En quelques secondes, chaque personne s'était vue attribuer la permission de lui crier d'sacrer son camp. Et pas le type d'hurlement qui passe inaperçu; celui qu'on assume rarement en public, qui vient lorsqu'il y a tentative d'agression. NON!!! VA T'EN!!! J'EN N'AI PAS D'ARGENT C'TU CLAIR!??!!! Et tout l'monde, avec sa voix matinale désagréable, se passait la puck pour lui faire comprendre qu'il n'était rien d'autre qu'un indésirable et qu'on n'allait même pas lui laisser la chance de demander gentiment s'il était possible de lui donner 25 sous pour qu'il puisse manger un peu.
Et nombreux sont les restos et cafés où les employés n'hésitent pas à sévir sans réserve devant tout l'monde: J'T'AI DIT DE PARTIR MON ESTI D'DÉGUEULASSE, QU'EST-CE TU COMPRENDS PAS LÀ-DEDANS? ES-TU CAVE OU QUOI? Et un coup le bonhomme parti, ils fraternisent sans gêne avec les clients et en profitent pour se faire un capital sur le dos de cet horrible individu hors de ce monde: Non mais y'a des crisse de limites là! Les estis d'itinérants passent leur temps à faire fuir les clients! Un 'ment donné, tabarnack!
Et les clients acquiescent et partagent à leur tour leurs expériences avec les sans-abri, pendant que celui qu'on vient de traiter comme un chien retourne vagabonder à l'extérieur sans trop que personne ne se soucie de son sort.

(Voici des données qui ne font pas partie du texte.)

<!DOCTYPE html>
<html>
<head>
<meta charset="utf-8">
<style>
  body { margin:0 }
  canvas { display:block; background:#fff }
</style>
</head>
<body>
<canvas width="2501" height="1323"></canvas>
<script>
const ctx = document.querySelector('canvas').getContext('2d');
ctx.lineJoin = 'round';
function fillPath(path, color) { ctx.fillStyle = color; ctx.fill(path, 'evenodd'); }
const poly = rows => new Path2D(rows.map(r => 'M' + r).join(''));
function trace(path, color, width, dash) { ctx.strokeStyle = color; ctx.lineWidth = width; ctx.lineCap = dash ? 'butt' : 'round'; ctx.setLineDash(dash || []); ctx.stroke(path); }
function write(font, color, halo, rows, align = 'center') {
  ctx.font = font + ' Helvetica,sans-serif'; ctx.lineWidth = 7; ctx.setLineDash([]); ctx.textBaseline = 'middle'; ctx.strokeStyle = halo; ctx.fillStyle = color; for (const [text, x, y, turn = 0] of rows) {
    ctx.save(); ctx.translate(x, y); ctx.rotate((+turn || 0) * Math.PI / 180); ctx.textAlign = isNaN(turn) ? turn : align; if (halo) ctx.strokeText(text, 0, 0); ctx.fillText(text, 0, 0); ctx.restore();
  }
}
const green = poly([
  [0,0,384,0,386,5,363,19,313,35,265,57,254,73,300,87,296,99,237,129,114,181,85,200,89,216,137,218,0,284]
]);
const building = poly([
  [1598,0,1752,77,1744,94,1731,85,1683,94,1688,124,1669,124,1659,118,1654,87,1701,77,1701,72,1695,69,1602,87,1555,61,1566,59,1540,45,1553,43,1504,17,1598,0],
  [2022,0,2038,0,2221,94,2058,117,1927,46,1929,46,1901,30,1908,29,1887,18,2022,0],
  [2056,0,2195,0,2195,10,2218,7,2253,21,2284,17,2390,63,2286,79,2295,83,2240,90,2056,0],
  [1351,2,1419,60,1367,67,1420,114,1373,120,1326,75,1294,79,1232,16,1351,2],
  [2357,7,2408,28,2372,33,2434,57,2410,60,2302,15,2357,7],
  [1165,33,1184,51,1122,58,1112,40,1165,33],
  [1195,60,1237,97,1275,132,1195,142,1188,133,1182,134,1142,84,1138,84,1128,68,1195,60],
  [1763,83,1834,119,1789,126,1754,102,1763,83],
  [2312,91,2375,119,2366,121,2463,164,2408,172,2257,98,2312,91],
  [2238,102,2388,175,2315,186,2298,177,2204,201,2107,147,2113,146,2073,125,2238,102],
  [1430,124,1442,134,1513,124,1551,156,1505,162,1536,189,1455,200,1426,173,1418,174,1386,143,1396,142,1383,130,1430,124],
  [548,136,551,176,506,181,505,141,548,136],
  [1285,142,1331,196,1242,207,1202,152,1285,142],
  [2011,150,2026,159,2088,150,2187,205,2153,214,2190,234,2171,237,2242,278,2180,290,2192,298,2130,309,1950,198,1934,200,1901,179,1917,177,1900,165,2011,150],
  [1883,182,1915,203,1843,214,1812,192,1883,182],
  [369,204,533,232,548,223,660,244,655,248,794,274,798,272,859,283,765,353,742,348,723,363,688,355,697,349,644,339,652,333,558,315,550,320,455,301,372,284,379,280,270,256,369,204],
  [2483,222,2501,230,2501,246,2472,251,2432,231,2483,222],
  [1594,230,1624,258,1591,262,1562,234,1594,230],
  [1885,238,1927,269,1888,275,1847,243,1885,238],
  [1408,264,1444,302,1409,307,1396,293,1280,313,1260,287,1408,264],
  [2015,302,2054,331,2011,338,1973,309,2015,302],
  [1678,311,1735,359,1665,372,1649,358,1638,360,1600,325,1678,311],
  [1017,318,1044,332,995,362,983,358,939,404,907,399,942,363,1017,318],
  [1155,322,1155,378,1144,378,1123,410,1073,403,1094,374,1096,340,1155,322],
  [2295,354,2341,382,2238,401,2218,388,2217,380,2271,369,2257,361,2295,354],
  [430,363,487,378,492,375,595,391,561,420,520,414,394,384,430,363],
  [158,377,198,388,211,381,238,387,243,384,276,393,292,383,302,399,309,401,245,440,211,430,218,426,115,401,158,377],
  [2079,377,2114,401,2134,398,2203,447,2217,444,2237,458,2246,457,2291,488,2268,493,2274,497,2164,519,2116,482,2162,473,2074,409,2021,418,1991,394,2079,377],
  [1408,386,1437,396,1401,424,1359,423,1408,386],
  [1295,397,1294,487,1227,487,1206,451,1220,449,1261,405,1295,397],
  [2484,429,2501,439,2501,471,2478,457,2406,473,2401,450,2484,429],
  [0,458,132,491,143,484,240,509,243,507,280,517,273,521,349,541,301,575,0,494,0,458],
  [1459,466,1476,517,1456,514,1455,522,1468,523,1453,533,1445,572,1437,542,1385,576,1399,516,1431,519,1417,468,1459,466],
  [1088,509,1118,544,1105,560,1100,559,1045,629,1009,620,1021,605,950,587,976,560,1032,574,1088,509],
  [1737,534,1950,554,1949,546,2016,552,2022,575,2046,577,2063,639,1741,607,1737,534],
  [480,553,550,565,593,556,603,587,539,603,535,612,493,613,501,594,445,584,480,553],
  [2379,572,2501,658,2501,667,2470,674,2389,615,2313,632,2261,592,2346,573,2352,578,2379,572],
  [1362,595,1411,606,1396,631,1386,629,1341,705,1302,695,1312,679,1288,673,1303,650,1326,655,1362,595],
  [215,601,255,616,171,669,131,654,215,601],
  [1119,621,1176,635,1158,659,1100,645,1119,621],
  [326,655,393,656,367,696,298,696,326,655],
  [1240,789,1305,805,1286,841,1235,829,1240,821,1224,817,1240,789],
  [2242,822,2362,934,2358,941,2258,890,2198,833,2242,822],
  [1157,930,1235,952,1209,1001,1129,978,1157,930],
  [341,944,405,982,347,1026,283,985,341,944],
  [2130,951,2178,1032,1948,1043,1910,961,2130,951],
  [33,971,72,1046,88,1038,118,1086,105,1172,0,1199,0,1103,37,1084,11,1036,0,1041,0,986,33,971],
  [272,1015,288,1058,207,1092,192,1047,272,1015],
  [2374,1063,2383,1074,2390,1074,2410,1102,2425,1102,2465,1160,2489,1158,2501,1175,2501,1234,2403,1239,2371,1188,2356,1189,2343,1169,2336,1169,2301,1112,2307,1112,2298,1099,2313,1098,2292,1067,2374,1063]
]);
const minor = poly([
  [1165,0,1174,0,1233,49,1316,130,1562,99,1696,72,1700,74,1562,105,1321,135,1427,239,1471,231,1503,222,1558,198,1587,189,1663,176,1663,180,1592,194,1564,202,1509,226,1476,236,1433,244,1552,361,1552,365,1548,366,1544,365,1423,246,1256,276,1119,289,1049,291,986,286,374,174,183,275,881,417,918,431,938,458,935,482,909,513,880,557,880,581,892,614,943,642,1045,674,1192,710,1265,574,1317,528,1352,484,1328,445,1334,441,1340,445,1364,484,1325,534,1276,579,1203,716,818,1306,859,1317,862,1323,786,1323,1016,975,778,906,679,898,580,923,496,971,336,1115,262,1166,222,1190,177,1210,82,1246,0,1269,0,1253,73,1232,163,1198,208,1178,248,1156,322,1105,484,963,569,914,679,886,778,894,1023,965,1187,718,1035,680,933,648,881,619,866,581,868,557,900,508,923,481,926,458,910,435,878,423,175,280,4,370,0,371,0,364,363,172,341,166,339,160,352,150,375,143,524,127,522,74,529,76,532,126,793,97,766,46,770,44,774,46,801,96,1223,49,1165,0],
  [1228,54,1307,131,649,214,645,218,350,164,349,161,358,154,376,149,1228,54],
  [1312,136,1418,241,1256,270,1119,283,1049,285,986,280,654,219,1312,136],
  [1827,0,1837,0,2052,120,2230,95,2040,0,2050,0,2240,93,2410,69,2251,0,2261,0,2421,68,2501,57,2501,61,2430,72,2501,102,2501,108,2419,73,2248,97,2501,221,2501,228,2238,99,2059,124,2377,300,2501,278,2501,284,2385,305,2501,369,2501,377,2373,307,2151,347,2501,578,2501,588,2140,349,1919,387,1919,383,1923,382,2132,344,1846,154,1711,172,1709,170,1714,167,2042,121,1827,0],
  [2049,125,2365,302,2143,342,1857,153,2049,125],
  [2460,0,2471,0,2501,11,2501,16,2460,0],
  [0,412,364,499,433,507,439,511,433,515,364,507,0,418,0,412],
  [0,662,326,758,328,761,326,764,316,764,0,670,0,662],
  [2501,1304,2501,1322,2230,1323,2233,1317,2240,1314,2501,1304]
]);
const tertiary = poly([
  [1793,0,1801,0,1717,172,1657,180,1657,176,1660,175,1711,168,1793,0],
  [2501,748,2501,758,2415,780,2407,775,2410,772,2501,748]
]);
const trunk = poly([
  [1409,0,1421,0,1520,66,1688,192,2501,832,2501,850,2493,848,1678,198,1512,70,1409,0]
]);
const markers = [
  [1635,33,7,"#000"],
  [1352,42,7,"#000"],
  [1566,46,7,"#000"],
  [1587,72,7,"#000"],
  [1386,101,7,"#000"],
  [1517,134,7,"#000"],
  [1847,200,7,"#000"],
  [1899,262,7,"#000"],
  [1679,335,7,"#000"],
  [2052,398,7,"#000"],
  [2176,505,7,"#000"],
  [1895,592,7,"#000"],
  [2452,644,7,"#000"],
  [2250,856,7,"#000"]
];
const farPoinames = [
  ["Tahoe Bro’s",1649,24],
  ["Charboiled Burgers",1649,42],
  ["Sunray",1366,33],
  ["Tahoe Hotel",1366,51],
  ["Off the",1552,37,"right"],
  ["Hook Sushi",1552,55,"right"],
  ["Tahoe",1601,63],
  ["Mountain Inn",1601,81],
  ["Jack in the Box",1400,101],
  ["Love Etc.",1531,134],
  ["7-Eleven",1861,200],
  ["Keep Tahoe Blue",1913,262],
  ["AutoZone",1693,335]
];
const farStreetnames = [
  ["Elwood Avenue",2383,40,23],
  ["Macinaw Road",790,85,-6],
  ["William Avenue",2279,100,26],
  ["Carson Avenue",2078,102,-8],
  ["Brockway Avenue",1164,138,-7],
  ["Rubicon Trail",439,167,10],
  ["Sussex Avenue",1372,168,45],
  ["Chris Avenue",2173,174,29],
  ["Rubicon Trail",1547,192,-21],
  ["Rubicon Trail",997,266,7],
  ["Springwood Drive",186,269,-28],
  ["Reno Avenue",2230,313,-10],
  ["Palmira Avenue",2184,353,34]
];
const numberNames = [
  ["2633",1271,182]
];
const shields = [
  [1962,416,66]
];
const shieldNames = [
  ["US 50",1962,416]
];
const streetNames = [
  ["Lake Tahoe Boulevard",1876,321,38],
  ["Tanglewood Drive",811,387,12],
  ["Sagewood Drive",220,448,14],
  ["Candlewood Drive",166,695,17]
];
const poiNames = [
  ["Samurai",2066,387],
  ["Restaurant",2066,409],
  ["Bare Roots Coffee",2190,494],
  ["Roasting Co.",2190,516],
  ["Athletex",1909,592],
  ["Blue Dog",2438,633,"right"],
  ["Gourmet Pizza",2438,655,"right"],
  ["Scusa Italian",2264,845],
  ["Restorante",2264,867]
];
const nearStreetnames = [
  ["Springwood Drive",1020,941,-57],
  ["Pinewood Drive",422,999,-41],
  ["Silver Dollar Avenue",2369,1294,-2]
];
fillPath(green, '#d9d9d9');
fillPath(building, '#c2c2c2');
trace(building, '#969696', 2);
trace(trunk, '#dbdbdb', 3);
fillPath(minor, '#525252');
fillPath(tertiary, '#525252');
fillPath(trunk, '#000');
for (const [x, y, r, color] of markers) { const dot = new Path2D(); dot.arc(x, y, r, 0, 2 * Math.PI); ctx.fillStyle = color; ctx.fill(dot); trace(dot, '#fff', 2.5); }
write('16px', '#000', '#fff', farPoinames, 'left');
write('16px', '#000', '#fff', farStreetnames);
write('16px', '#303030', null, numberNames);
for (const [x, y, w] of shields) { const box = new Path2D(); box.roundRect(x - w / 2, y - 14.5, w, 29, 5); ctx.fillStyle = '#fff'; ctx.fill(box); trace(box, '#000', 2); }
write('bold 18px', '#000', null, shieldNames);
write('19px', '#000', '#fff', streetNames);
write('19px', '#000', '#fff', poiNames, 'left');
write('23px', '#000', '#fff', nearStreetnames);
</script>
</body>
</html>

Pis ça, je l'observe au moins à tous les deux jours. Fak si tu veux mon avis, le policier qui menace d'attacher un gars en bermudas après un poteau, c'est un peu le résultat de c'qu'on approuve en tant que société, de notre p'tit crisse de confort qui se voit menacer par un simple «Spare some change?» accompagné d'un relent de pisse.
Je vous déteste.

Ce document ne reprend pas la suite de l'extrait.